* Task statement *
From the listing that follows, report the number of lines with the word "numbered" in them, and no other output.

* Material provided *

○ ○ ○ ○

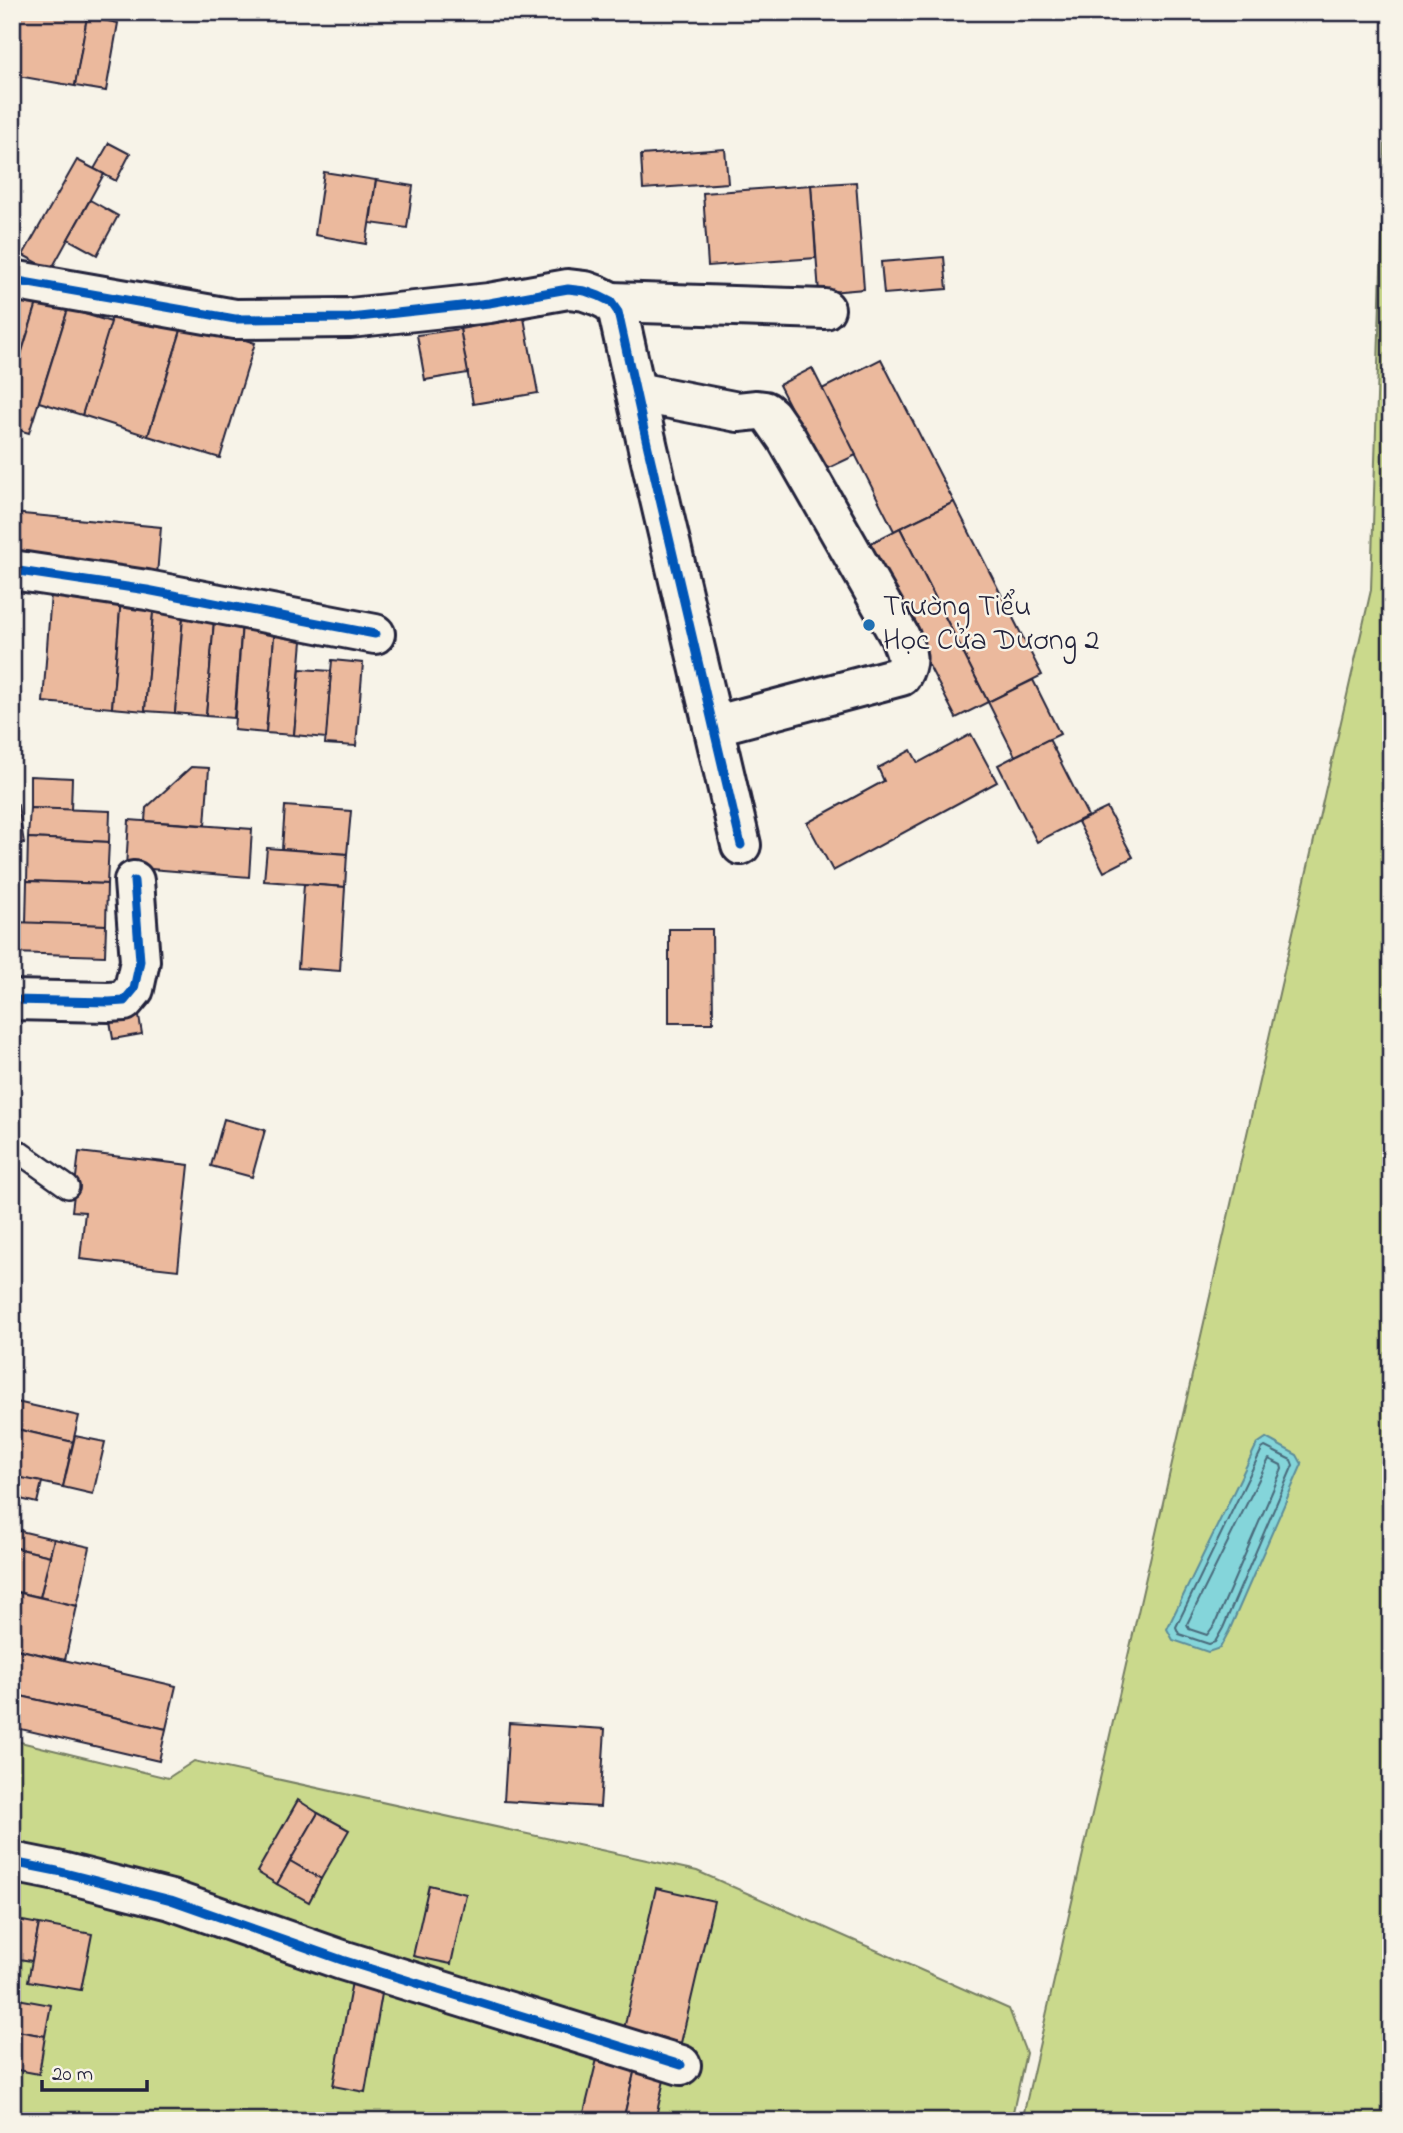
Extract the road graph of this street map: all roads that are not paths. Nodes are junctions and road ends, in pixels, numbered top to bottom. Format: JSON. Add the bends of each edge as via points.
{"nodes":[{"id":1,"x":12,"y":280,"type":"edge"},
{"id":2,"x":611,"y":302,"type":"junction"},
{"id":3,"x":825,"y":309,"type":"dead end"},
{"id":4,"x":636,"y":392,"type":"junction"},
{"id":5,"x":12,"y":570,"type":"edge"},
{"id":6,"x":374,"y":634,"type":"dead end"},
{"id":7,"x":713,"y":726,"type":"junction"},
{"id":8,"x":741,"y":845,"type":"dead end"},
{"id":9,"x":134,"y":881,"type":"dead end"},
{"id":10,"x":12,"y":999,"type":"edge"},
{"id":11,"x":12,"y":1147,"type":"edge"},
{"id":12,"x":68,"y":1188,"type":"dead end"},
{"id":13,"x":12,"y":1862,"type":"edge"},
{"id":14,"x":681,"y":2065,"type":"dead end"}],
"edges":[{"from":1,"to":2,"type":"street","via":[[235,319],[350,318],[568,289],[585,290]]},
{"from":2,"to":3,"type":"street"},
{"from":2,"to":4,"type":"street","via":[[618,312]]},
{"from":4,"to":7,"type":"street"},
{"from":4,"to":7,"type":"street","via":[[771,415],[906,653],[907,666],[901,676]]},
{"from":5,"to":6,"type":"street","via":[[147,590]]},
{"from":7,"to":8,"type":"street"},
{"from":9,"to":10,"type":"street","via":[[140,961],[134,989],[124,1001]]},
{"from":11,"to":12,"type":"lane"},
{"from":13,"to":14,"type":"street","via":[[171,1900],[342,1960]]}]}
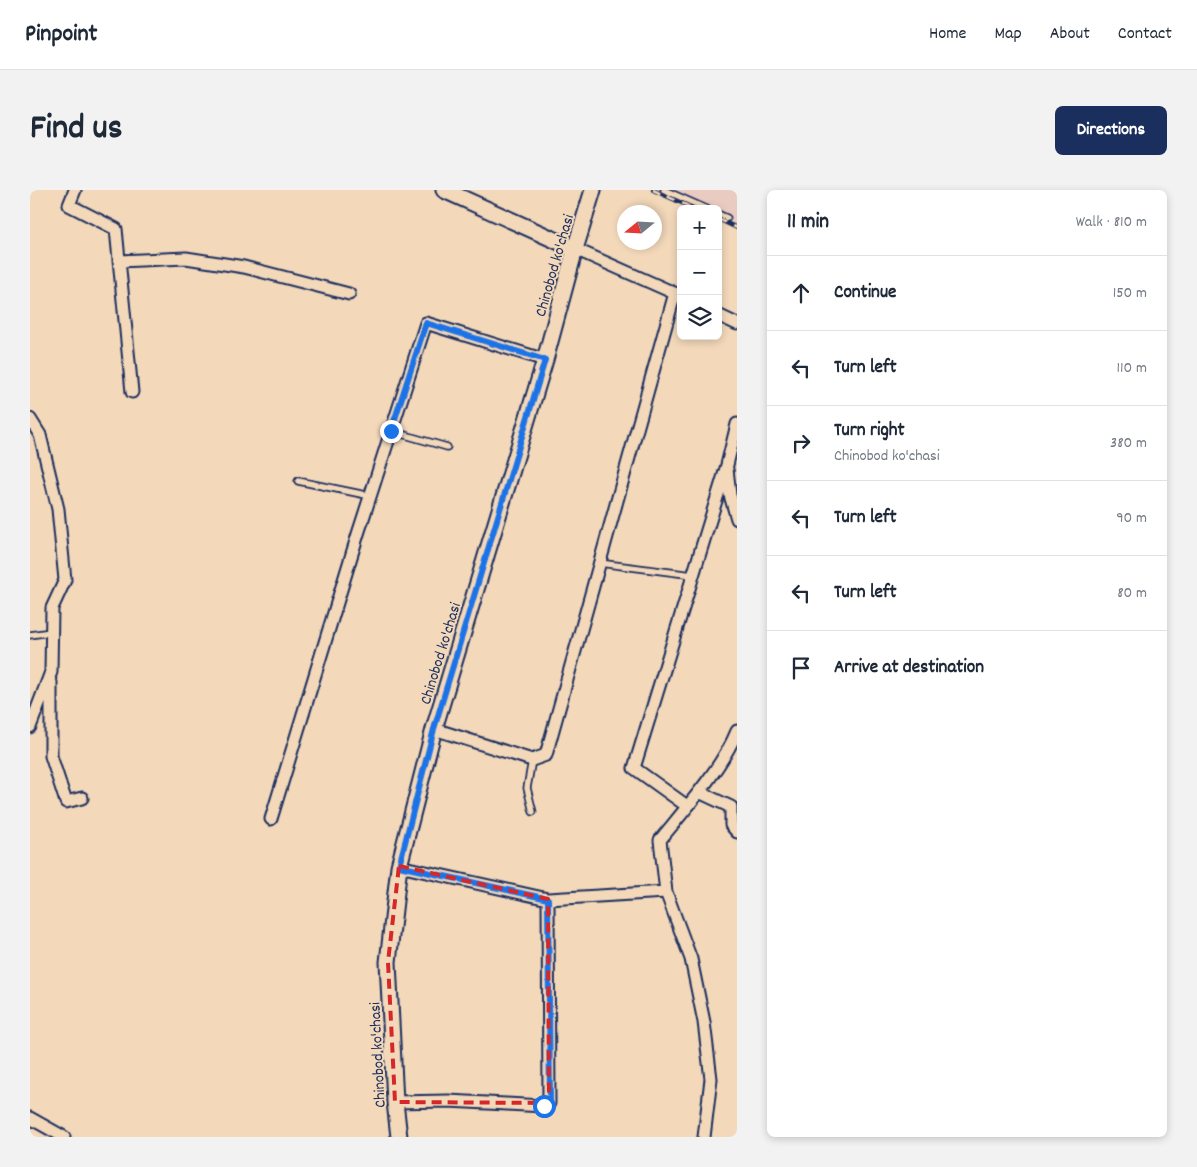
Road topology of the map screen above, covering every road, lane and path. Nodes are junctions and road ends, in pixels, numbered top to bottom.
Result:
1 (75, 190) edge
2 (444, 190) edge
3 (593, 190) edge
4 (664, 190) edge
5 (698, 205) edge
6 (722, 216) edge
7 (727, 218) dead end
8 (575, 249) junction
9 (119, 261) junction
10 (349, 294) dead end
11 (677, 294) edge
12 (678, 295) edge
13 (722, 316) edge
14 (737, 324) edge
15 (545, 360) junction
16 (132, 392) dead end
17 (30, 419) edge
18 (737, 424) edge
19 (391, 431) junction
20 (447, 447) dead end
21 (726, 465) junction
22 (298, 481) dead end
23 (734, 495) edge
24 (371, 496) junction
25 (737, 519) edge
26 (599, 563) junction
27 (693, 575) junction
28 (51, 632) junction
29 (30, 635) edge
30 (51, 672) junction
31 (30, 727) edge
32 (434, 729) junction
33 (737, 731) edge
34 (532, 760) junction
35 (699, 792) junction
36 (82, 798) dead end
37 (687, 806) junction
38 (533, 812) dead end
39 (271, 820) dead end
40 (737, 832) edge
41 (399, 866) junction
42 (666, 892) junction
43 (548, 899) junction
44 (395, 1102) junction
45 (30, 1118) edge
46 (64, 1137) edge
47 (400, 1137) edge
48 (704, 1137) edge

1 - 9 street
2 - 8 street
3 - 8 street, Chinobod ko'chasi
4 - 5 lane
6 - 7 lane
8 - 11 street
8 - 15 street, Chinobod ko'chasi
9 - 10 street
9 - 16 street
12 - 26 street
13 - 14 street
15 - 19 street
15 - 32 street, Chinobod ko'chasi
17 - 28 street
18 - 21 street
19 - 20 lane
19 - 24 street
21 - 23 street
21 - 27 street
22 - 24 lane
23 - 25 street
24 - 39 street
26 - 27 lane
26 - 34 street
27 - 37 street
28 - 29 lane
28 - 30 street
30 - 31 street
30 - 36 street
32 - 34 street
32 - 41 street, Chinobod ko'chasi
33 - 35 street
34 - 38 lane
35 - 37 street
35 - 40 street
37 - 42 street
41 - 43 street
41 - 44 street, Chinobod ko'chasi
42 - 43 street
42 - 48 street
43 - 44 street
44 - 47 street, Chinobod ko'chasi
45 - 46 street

○ ○ ○ ○

* Finished exercise *
2